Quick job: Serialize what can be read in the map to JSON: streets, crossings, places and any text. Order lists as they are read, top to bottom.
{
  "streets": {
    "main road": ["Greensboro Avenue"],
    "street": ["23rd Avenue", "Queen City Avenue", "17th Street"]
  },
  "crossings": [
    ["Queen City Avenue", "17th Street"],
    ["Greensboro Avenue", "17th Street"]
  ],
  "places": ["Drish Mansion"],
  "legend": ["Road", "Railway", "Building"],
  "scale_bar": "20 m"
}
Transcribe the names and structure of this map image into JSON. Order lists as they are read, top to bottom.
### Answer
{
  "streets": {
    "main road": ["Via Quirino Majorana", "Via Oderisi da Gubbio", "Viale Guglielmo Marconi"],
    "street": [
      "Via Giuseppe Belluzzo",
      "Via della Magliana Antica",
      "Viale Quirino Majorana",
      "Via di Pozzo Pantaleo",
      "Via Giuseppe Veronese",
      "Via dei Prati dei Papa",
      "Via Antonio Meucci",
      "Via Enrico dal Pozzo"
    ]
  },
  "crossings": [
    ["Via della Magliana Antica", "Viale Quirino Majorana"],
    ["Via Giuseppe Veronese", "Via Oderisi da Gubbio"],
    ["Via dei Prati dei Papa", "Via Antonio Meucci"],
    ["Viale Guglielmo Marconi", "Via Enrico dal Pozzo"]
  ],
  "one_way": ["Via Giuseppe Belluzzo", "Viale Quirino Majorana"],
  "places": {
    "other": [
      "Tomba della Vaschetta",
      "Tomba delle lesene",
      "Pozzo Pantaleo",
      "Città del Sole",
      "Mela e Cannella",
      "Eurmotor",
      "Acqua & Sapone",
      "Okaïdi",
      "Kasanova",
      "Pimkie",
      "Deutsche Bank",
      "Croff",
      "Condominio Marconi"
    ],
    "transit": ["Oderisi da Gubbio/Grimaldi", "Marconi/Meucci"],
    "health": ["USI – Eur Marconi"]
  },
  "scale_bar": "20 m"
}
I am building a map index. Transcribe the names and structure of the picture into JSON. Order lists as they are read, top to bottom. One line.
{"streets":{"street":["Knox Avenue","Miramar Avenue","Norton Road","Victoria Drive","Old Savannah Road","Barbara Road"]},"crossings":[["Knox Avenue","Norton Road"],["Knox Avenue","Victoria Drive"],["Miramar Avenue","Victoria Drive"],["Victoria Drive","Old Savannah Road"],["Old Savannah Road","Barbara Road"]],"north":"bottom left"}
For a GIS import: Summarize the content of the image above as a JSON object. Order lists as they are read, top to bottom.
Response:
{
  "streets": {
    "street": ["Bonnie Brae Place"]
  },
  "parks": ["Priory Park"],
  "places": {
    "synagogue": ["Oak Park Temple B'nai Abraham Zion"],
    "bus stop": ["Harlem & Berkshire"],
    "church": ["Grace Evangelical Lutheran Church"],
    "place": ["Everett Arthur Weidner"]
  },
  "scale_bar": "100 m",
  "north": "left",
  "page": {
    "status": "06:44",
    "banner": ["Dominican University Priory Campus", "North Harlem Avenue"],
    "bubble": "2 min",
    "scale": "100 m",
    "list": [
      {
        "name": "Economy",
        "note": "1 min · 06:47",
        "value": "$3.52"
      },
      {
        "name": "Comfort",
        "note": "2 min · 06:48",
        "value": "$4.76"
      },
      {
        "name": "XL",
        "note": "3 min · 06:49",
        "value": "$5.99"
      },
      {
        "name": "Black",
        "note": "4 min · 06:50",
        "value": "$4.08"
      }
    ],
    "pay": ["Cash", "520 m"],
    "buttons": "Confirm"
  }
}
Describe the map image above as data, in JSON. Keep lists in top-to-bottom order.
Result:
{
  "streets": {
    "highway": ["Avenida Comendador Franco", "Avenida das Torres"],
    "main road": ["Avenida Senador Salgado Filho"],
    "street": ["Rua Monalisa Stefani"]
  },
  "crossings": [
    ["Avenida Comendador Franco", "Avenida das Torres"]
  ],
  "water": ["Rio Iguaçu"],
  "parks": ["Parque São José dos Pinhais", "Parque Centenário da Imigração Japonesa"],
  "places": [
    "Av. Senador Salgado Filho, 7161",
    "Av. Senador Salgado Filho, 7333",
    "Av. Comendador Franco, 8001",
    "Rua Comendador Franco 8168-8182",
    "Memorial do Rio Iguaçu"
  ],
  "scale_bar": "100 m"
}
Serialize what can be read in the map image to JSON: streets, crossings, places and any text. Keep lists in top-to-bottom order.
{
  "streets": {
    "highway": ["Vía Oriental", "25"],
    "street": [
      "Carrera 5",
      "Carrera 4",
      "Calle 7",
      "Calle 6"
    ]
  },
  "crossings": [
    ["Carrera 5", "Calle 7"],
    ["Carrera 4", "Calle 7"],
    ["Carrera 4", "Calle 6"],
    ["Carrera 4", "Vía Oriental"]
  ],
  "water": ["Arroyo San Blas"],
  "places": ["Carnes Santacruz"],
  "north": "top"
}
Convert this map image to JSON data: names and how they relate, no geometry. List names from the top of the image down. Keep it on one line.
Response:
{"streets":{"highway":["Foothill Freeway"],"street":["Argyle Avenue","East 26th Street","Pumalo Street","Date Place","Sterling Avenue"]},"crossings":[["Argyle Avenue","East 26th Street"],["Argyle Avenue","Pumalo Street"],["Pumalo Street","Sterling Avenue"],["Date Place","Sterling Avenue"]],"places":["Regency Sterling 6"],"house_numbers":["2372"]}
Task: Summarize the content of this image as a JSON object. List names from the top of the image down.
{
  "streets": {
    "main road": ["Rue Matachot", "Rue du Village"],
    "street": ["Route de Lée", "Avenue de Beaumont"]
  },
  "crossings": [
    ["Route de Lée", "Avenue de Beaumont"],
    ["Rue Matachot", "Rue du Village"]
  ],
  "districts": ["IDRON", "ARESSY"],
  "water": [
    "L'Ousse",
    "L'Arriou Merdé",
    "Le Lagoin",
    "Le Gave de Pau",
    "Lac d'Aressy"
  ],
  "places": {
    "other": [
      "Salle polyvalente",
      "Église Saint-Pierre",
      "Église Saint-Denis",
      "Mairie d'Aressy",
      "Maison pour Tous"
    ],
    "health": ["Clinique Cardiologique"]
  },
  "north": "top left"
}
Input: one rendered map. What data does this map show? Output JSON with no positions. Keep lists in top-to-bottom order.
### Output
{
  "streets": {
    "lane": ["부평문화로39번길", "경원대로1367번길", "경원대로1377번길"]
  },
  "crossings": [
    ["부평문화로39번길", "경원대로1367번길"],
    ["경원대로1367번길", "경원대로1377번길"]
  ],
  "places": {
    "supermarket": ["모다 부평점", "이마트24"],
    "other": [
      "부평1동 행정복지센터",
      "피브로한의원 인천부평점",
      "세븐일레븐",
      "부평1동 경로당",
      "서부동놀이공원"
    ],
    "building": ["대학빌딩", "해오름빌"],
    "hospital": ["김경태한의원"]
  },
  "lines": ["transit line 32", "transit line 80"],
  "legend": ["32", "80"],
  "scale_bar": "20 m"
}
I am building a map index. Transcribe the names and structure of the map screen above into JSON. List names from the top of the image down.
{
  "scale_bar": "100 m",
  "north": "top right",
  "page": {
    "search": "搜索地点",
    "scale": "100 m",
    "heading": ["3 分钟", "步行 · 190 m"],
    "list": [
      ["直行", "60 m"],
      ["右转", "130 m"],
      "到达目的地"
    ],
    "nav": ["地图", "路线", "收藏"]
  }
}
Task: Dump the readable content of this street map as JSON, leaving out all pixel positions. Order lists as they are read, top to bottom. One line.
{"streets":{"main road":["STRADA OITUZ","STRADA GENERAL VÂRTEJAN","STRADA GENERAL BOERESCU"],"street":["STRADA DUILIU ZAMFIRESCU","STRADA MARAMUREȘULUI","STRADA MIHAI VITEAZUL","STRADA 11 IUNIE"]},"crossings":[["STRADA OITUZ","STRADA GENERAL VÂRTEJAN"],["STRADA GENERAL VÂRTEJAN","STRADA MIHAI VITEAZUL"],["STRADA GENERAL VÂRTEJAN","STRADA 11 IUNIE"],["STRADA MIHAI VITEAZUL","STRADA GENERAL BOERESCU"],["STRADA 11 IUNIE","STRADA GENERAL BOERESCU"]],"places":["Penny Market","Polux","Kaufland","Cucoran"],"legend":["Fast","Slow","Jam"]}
※
* **ASSIGNED TASK**:
Copy, from the material, each line that holds the string "data".

* **RESULT BELOW**:
Describe the map image above as data, in JSON. Keep lists in top-to-bottom order.
Convert this map image to JSON data: names and how they relate, no geometry. List names from the top of the image down. Keep it on one line.
Input: one rendered map. What data does this map show? Output JSON with no positions. Keep lists in top-to-bottom order.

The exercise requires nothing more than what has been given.